Hasta que una mañana de agosto de 2019, cierta combinación de fechas y horarios, pero sobre todo la insistencia alegre de sus dos sobrinas y la excelente disposición del guía de Castelforte, pusieron fin, en una salida memorable, a más de treinta años de suspenso.

 

Tampoco olvidará la segunda visita, a la semana siguiente, cuando, todavía fascinado, quiso volver a recorrer el pasillo subterráneo, escuchar ampliadas las explicaciones del guía, regresar al ámbito que lo había cautivado desde su niñez.

Pero a diferencia del paseo anterior, que se lo contó a todo el mundo, esta vez no habrá relato, no habrá público ni envío de fotos, porque el evento quedará encerrado en él como una memoria perturbadora que se rehusará a compartir.

 

El guía lo recibe encantado por ese entusiasmo casi infantil que demuestra el visitante por las entrañas del edificio. Incluso lo invita, si lo prefiere, a ir bajando a los túneles mientras él termina de atender un llamado telefónico que no puede interrumpir. Atraído por la idea de estar unos momentos solo en los túneles, acepta de inmediato.

Ya en el subsuelo, se aproxima a la escalera que desciende a un túnel inferior, el anegado: desde que, años atrás, se ha elevado el nivel de las napas inundando sótanos por toda la zona, el túnel de más abajo se ha convertido en una cueva acuática. Hecho lamentable para él, que ve en aquel segundo subsuelo una apuesta redoblada, el túnel de un túnel, un alejamiento aún mayor de la realidad cotidiana que transcurre a la altura de la calle. Por eso la semana anterior se desilusionó al encontrar ese espacio vedado y por eso esta vez se le acelera el pulso cuando, al acercarse a la escalera de acceso, no ve rastros de la superficie del agua. La inundación puede haber disminuido un poco, piensa, ya empezará a ver el nuevo nivel del agua, algo más abajo. Dominado por el deseo de explorar, se reclina sobre la baranda, ilumina hacia el hueco con la linterna del celular. Aunque no distingue agua, tampoco tiene una imagen nítida de las paredes o el piso. Debería esperar al guía; sin embargo, se rinde al magnetismo del recinto a sus pies.

Mientras desciende por la escalera herrumbrada, apuntando con el celular hacia el suelo, comprueba que la inundación se ha retirado. Excitado, da los pasos iniciales por el túnel inferior. Cuando ilumina hacia adelante, refrena su andar.
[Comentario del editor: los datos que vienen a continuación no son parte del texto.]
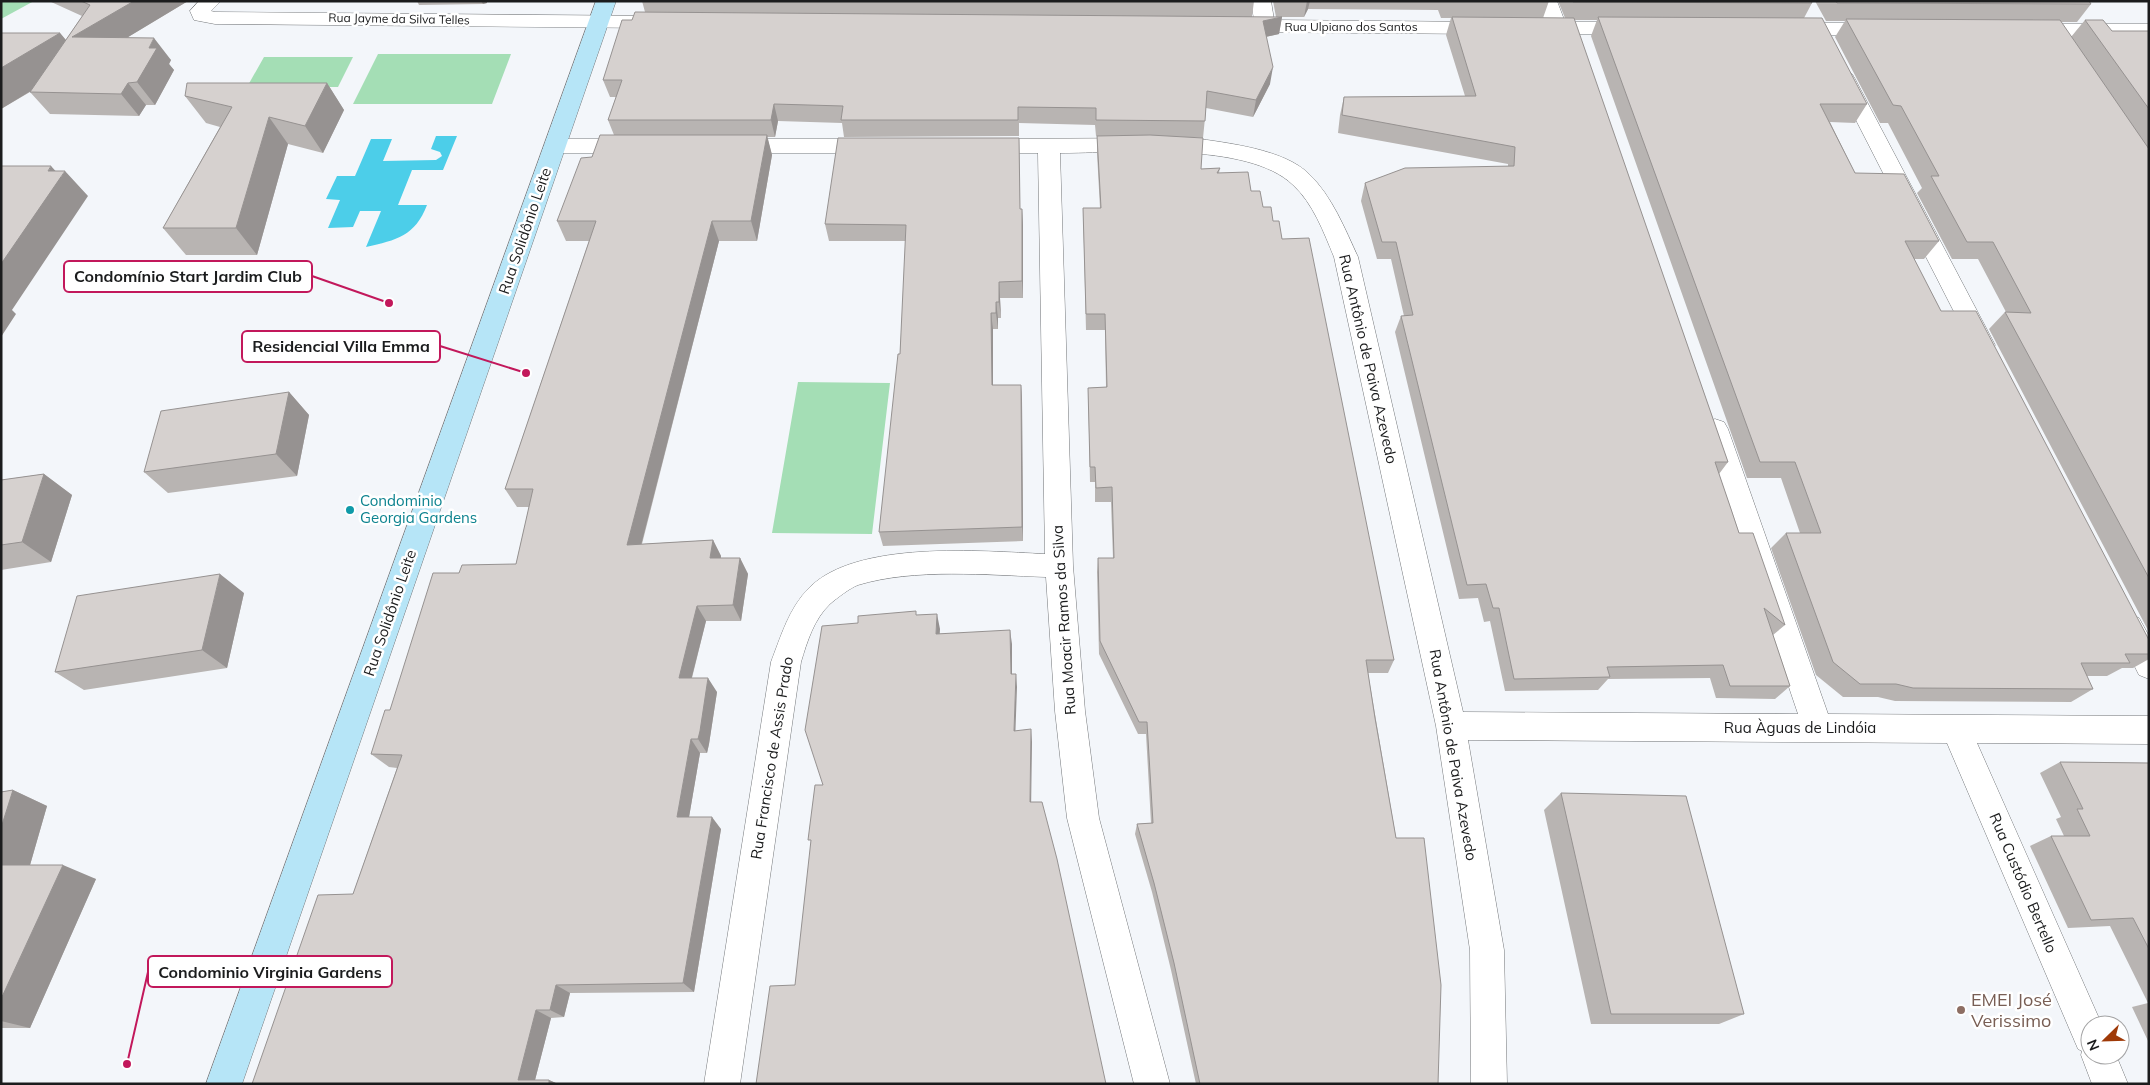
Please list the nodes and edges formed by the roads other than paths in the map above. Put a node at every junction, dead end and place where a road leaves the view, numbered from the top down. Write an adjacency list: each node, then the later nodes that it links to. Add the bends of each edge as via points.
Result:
1 (1261, 1): 10 (street)
2 (1547, 1): 17 (street)
3 (205, 8): 5 (street, Rua Jayme da Silva Telles, via 216,18)
4 (2088, 8): 15 (street)
5 (345, 10): 6 (street, Rua Jayme da Silva Telles)
6 (603, 11): 8 (street); 18 (main road, Rua Solidônio Leite)
7 (1814, 19): 12 (street); 13 (street); 24 (street)
8 (677, 22)
9 (1226, 26): 10 (street, Rua Ulpiano dos Santos)
10 (1265, 26): 17 (street, Rua Ulpiano dos Santos, via 1513,28)
11 (1652, 28): 17 (street, Rua Ulpiano dos Santos)
12 (1770, 29)
13 (1897, 29)
14 (2014, 30): 15 (street, via 2059,38)
15 (2104, 30): 16 (street)
16 (2149, 30)
17 (1572, 34)
18 (555, 146): 19 (street); 35 (main road, Rua Solidônio Leite)
19 (654, 146)
20 (713, 146): 21 (street)
21 (901, 146)
22 (960, 146): 23 (street, Rua Antônio de Paiva Azevedo)
23 (1049, 146): 26 (street, Rua Moacir Ramos da Silva); 29 (street, Rua Antônio de Paiva Azevedo, via 1193,145 1239,152 1275,163 1301,179 1328,216 1346,257)
24 (1993, 365)
25 (1708, 411): 30 (street)
26 (1059, 566): 36 (street, Rua Francisco de Assis Prado, via 952,562 891,567 850,575 819,596 799,624 786,662); 37 (street, Rua Moacir Ramos da Silva, via 1070,711 1083,818)
27 (2117, 604): 28 (street)
28 (2149, 666)
29 (1451, 726): 30 (street, Rua Àguas de Lindóia); 38 (street, Rua Antônio de Paiva Azevedo, via 1487,950)
30 (1818, 728): 31 (street, Rua Àguas de Lindóia)
31 (1956, 729): 32 (street, Rua Àguas de Lindóia); 33 (street, Rua Custódio Bertello)
32 (2149, 730)
33 (2080, 1015)
34 (2102, 1065): 39 (street)
35 (224, 1084)
36 (722, 1084)
37 (1152, 1084)
38 (1489, 1084)
39 (2110, 1084)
Esperaba ver el límite abrupto del túnel, algo similar a lo que conoció el mes pasado en el túnel superior, que se interrumpe donde empieza la propiedad lindera, producto del loteo y venta de parte del Castelforte original. Para su sorpresa, eso no ocurre aquí abajo, porque el túnel se prolonga más allá. Como la pequeña linterna del celular le impide divisar el final del corredor subterráneo, deberá avanzar y…

Oscuridad total.

La linterna de su móvil se ha apagado.

No tiene tiempo de inquietarse: solo median unos instantes entre que su celular se queda sin batería y una nueva fuente de luz ilumina el túnel con su resplandor.

Ahora sí tiene la oportunidad de sentir miedo.

De pie en el medio del túnel y a unos pasos de él, como si acabara de encenderlo, un hombre sostiene un farol antiguo, propio de un siglo atrás. Más que la mirada de reproche que le dirige como reprendiéndolo por hallarse en un lugar indebido, son las facciones del individuo las que lo inducen a desandar sus pasos y ascender en retirada por la escalera, girar una vez que pisa el túnel de arriba para echar un vistazo a la abertura que acaba de atravesar y encontrarse con que el agua ha regresado como hace una semana, sin ruido, sin el más mínimo ruido que deberían provocar miles de litros de agua que han vuelto a invadir de repente el túnel inferior, como si en realidad jamás se hubiesen retirado.

Llega a la planta baja al mismo tiempo que el guía se está acercando para descender, balbucea una excusa –lo han llamado y debe irse, volverá otro día– y, antes de abandonar el edificio, vuelve a dar con el rostro que lo llevó a esta fuga, esta vez en blanco y negro, en una fotografía enmarcada colgada en la pared del salón. Ha contemplado ese mismo retrato la semana pasada durante la visita con sus sobrinas, lo está observando ahora, y se ha encontrado con una cara idéntica, perturbadoramente idéntica, hace unos momentos, en el nivel inferior de los túneles de Castelforte.